§ **Prompt**
Each line that includes "none" must be copied from the records.

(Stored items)
------------------------

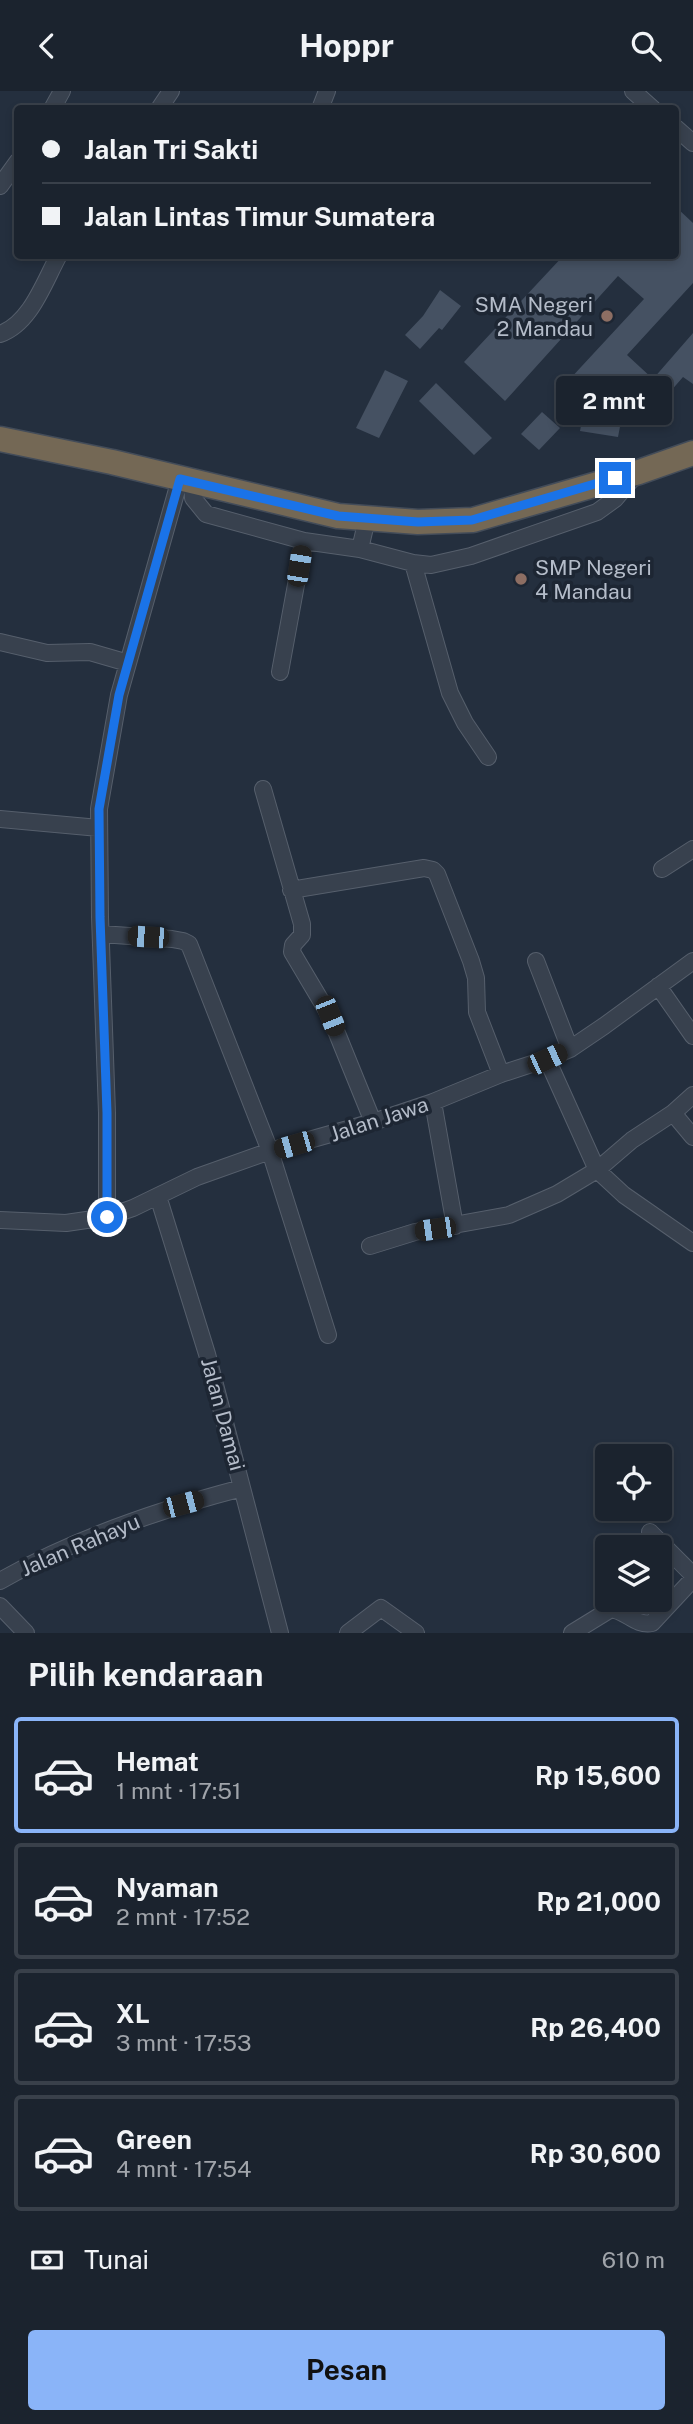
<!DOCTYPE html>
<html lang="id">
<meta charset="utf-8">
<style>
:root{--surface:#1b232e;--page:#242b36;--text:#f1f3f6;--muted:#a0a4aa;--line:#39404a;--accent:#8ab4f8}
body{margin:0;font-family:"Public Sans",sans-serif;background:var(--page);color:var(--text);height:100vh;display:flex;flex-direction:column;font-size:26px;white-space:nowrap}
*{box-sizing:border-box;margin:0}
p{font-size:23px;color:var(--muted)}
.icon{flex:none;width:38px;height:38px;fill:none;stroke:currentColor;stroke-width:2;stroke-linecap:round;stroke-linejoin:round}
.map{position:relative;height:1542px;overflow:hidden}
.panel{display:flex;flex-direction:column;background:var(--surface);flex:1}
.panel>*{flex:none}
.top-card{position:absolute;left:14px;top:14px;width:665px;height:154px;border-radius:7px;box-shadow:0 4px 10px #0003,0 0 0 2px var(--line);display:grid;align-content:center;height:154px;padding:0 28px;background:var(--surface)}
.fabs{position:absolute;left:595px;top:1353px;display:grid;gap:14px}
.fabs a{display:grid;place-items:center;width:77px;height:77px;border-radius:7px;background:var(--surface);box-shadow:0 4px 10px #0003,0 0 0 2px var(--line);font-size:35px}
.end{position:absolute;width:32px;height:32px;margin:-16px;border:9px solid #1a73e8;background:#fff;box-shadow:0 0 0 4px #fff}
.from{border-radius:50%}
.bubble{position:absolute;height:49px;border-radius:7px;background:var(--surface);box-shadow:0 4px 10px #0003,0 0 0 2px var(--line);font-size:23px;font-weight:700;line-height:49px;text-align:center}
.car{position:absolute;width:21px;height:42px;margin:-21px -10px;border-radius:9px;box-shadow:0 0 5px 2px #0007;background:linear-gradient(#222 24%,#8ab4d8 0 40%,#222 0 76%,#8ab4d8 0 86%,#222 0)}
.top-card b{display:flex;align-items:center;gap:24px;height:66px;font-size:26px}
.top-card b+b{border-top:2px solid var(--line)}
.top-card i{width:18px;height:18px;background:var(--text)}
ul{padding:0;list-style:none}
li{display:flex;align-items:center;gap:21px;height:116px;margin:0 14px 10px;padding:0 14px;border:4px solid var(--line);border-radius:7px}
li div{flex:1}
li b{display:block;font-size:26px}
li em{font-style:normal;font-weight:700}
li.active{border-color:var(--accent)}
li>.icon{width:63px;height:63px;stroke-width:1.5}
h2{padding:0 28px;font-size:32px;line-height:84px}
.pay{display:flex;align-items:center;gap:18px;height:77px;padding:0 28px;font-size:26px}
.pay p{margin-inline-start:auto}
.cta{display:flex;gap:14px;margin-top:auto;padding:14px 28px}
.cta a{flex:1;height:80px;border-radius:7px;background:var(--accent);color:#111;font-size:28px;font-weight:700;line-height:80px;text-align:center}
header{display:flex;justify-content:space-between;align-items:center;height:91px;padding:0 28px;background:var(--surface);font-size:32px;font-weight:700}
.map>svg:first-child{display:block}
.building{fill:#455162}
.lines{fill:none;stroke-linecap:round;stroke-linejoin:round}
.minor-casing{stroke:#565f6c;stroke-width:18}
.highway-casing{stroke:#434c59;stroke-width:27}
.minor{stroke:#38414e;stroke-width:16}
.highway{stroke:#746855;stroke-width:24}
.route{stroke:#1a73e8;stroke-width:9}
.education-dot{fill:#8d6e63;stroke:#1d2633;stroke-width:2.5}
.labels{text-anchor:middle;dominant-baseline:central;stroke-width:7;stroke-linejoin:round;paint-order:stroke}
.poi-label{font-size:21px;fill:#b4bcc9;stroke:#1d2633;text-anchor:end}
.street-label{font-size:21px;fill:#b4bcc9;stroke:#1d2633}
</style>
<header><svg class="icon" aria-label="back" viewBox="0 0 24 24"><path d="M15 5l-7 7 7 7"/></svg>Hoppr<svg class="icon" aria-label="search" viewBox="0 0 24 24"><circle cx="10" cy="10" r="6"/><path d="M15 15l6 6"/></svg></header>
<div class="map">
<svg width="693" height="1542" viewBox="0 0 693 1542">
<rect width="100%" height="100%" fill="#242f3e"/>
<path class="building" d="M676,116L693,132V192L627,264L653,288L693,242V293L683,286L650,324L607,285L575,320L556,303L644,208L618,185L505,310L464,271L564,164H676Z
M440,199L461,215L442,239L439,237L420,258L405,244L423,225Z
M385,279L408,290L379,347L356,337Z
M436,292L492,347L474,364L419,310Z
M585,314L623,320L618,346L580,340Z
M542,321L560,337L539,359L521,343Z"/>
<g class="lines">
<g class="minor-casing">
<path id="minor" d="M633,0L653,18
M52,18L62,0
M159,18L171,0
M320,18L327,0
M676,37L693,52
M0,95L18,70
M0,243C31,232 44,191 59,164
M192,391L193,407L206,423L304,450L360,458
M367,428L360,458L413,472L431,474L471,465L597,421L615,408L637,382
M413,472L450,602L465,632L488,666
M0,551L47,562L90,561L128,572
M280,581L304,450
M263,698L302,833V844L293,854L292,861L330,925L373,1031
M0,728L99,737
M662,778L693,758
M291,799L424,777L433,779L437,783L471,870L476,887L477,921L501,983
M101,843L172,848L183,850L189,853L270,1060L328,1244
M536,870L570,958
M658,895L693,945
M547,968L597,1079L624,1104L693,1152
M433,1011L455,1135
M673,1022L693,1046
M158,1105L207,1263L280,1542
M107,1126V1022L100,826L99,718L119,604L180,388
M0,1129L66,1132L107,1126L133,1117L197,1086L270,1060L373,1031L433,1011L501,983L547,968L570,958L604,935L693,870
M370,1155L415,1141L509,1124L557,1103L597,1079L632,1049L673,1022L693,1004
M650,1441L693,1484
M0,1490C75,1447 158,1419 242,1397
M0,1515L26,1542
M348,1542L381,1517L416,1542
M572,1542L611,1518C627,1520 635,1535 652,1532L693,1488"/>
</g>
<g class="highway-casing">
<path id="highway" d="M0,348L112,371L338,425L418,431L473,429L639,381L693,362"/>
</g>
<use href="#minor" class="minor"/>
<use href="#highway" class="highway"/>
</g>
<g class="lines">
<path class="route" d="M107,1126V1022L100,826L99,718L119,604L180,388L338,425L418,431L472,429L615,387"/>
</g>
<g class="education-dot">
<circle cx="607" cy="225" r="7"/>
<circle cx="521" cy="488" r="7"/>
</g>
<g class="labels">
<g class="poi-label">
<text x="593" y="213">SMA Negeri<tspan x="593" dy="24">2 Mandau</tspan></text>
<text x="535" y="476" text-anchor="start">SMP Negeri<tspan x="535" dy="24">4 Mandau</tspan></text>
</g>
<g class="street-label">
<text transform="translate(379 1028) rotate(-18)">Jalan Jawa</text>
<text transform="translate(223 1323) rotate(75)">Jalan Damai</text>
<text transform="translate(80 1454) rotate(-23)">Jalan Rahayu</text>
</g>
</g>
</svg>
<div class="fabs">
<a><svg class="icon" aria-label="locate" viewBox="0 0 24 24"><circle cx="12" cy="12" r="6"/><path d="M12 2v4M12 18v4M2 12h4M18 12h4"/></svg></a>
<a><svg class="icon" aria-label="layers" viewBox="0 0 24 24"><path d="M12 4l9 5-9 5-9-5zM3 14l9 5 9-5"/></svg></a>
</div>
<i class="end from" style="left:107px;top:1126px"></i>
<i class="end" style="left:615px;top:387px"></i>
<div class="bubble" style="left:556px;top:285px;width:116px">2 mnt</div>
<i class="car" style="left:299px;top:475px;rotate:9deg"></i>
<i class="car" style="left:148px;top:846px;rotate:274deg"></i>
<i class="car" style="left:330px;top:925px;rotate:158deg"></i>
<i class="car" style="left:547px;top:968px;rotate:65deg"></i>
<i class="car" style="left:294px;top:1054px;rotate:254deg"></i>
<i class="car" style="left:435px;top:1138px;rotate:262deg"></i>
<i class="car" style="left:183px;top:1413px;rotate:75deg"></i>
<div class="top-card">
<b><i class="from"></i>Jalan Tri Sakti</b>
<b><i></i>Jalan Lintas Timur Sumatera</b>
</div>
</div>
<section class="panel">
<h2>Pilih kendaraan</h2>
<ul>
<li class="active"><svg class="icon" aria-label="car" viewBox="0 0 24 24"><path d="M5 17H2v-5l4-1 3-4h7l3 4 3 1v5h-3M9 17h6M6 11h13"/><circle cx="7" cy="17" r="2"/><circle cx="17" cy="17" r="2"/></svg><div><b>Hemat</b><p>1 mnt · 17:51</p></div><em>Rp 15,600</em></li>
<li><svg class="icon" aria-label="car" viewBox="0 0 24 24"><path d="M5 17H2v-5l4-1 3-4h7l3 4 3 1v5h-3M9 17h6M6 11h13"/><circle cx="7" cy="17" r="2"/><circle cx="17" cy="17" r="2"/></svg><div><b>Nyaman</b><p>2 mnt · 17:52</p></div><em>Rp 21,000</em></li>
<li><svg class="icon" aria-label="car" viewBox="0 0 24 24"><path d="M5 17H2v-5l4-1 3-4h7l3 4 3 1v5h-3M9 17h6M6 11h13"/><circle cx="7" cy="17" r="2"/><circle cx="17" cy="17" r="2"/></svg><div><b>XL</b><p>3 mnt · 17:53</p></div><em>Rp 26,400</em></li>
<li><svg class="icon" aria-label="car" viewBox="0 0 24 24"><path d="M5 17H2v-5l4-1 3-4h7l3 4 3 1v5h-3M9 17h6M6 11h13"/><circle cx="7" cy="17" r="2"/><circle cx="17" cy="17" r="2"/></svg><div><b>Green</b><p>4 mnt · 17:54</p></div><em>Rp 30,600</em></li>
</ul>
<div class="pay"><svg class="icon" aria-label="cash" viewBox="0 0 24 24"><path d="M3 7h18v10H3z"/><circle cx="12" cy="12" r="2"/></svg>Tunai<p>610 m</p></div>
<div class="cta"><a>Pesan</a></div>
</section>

------------------------

§ **Task result**
.icon{flex:none;width:38px;height:38px;fill:none;stroke:currentColor;stroke-width:2;stroke-linecap:round;stroke-linejoin:round}
.panel>*{flex:none}
ul{padding:0;list-style:none}
.lines{fill:none;stroke-linecap:round;stroke-linejoin:round}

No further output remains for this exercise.